Exercise goal = Please copy every line of the data in which the string "Cascade" appears.

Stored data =
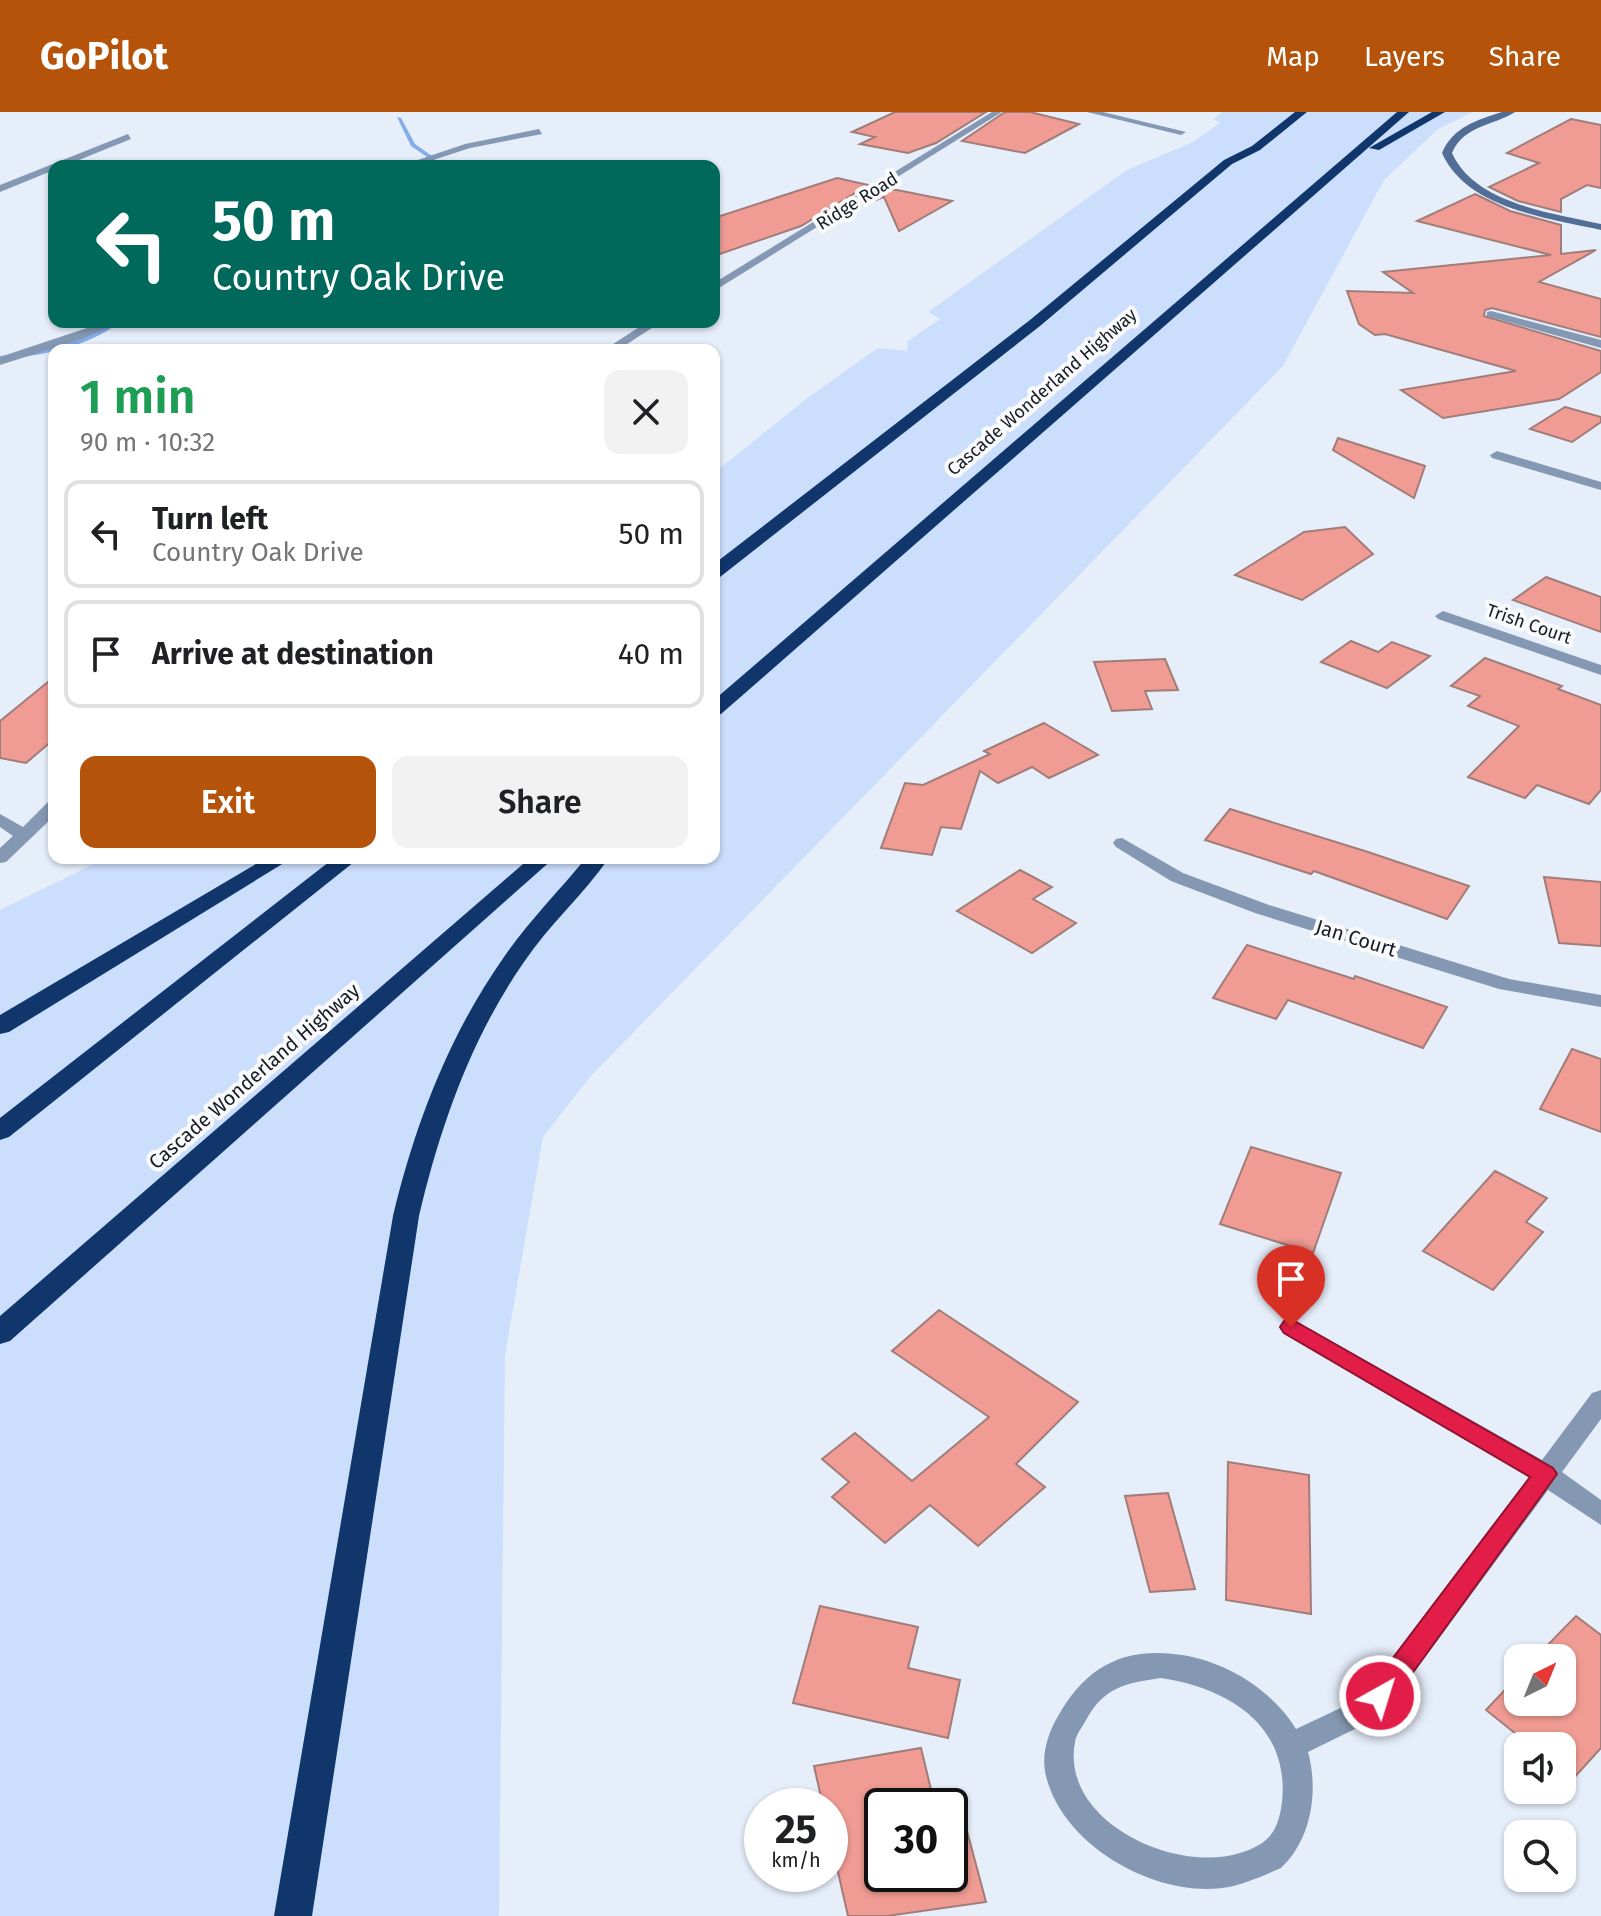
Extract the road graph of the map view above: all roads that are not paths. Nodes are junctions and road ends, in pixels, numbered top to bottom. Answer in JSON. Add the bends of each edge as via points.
{"nodes":[{"id":1,"x":998,"y":112,"type":"edge"},
{"id":2,"x":1091,"y":112,"type":"edge"},
{"id":3,"x":1302,"y":112,"type":"edge"},
{"id":4,"x":1404,"y":112,"type":"edge"},
{"id":5,"x":1440,"y":112,"type":"edge"},
{"id":6,"x":1511,"y":112,"type":"edge"},
{"id":7,"x":1258,"y":130,"type":"dead end"},
{"id":8,"x":539,"y":132,"type":"dead end"},
{"id":9,"x":1181,"y":132,"type":"dead end"},
{"id":10,"x":128,"y":137,"type":"dead end"},
{"id":11,"x":70,"y":160,"type":"edge"},
{"id":12,"x":424,"y":160,"type":"edge"},
{"id":13,"x":1228,"y":162,"type":"junction"},
{"id":14,"x":48,"y":169,"type":"edge"},
{"id":15,"x":1331,"y":172,"type":"junction"},
{"id":16,"x":0,"y":174,"type":"edge"},
{"id":17,"x":25,"y":178,"type":"junction"},
{"id":18,"x":0,"y":189,"type":"edge"},
{"id":19,"x":1601,"y":227,"type":"edge"},
{"id":20,"x":720,"y":284,"type":"edge"},
{"id":21,"x":1491,"y":314,"type":"dead end"},
{"id":22,"x":100,"y":328,"type":"edge"},
{"id":23,"x":645,"y":328,"type":"edge"},
{"id":24,"x":55,"y":344,"type":"edge"},
{"id":25,"x":620,"y":344,"type":"edge"},
{"id":26,"x":1601,"y":344,"type":"edge"},
{"id":27,"x":48,"y":346,"type":"edge"},
{"id":28,"x":0,"y":361,"type":"edge"},
{"id":29,"x":1497,"y":455,"type":"dead end"},
{"id":30,"x":1601,"y":486,"type":"edge"},
{"id":31,"x":720,"y":568,"type":"edge"},
{"id":32,"x":1443,"y":616,"type":"dead end"},
{"id":33,"x":1601,"y":670,"type":"edge"},
{"id":34,"x":737,"y":690,"type":"junction"},
{"id":35,"x":720,"y":705,"type":"edge"},
{"id":36,"x":720,"y":711,"type":"edge"},
{"id":37,"x":48,"y":812,"type":"edge"},
{"id":38,"x":0,"y":819,"type":"edge"},
{"id":39,"x":23,"y":835,"type":"junction"},
{"id":40,"x":1122,"y":843,"type":"dead end"},
{"id":41,"x":0,"y":858,"type":"edge"},
{"id":42,"x":271,"y":864,"type":"edge"},
{"id":43,"x":340,"y":864,"type":"edge"},
{"id":44,"x":536,"y":864,"type":"edge"},
{"id":45,"x":593,"y":864,"type":"edge"},
{"id":46,"x":1601,"y":1001,"type":"edge"},
{"id":47,"x":0,"y":1026,"type":"edge"},
{"id":48,"x":0,"y":1131,"type":"edge"},
{"id":49,"x":1291,"y":1327,"type":"dead end"},
{"id":50,"x":0,"y":1333,"type":"edge"},
{"id":51,"x":1601,"y":1400,"type":"edge"},
{"id":52,"x":1545,"y":1474,"type":"junction"},
{"id":53,"x":1601,"y":1514,"type":"edge"},
{"id":54,"x":1291,"y":1746,"type":"junction"},
{"id":55,"x":293,"y":1916,"type":"edge"}],
"edges":[{"from":1,"to":20,"type":"street","name":"Ridge Road"},
{"from":2,"to":9,"type":"street"},
{"from":3,"to":13,"type":"highway","via":[[1256,148]]},
{"from":4,"to":15,"type":"highway","name":"Cascade Wonderland Highway"},
{"from":5,"to":15,"type":"highway"},
{"from":6,"to":19,"type":"street","via":[[1454,138],[1447,153],[1452,168],[1506,200]]},
{"from":7,"to":13,"type":"highway"},
{"from":8,"to":12,"type":"street"},
{"from":10,"to":11,"type":"street"},
{"from":13,"to":31,"type":"highway","via":[[1035,323]]},
{"from":14,"to":17,"type":"street"},
{"from":15,"to":34,"type":"highway","name":"Cascade Wonderland Highway"},
{"from":16,"to":17,"type":"street"},
{"from":17,"to":18,"type":"street"},
{"from":21,"to":26,"type":"street"},
{"from":22,"to":24,"type":"street"},
{"from":23,"to":25,"type":"street"},
{"from":27,"to":28,"type":"street"},
{"from":29,"to":30,"type":"street"},
{"from":32,"to":33,"type":"street","name":"Trish Court"},
{"from":34,"to":35,"type":"highway","name":"Cascade Wonderland Highway"},
{"from":34,"to":36,"type":"highway"},
{"from":37,"to":39,"type":"street"},
{"from":38,"to":39,"type":"street"},
{"from":39,"to":41,"type":"street"},
{"from":40,"to":46,"type":"street","name":"Jan Court","via":[[1177,877],[1262,909],[1506,985]]},
{"from":42,"to":47,"type":"highway"},
{"from":43,"to":48,"type":"highway"},
{"from":44,"to":50,"type":"highway","name":"Cascade Wonderland Highway"},
{"from":45,"to":55,"type":"highway","via":[[514,960],[482,1013],[436,1109],[417,1165]]},
{"from":49,"to":52,"type":"street"},
{"from":51,"to":52,"type":"street"},
{"from":52,"to":53,"type":"street"},
{"from":52,"to":54,"type":"street","via":[[1380,1696],[1357,1714]]},
{"from":54,"to":54,"type":"street","via":[[1235,1687],[1199,1671],[1161,1665],[1124,1670],[1093,1687],[1071,1713],[1059,1746],[1061,1782],[1075,1818],[1101,1851],[1136,1874],[1176,1887],[1216,1887],[1252,1874],[1280,1850],[1295,1818],[1298,1782]]}]}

Solution to this task =
{"from":4,"to":15,"type":"highway","name":"Cascade Wonderland Highway"},
{"from":15,"to":34,"type":"highway","name":"Cascade Wonderland Highway"},
{"from":34,"to":35,"type":"highway","name":"Cascade Wonderland Highway"},
{"from":44,"to":50,"type":"highway","name":"Cascade Wonderland Highway"},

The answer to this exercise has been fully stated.